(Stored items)

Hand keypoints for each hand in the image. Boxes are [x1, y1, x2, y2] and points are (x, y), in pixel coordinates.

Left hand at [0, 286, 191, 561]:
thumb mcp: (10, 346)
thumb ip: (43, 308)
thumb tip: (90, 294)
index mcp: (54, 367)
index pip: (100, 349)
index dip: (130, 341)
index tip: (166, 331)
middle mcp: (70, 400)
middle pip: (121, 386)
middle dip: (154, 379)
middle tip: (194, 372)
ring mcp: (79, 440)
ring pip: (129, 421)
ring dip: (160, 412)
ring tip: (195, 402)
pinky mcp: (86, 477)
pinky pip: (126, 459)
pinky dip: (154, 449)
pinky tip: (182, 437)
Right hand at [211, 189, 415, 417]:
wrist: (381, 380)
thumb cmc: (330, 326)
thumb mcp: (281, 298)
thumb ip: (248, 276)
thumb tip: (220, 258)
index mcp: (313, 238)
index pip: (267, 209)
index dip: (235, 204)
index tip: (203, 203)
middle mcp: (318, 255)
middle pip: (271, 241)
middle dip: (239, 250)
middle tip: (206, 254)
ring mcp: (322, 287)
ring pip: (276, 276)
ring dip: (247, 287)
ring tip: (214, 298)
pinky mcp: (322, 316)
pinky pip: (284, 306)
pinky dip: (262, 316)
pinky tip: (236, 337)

| Your assignment |
Copy from the entries above each line in which the string "hand" can be found.

| Output for this task |
Hand keypoints for each hand in the image. Boxes are [x1, y1, x2, y2] and points are (x, y), in pixel coordinates.
Left hand at [0, 286, 191, 561]:
Right hand at [211, 189, 415, 417]:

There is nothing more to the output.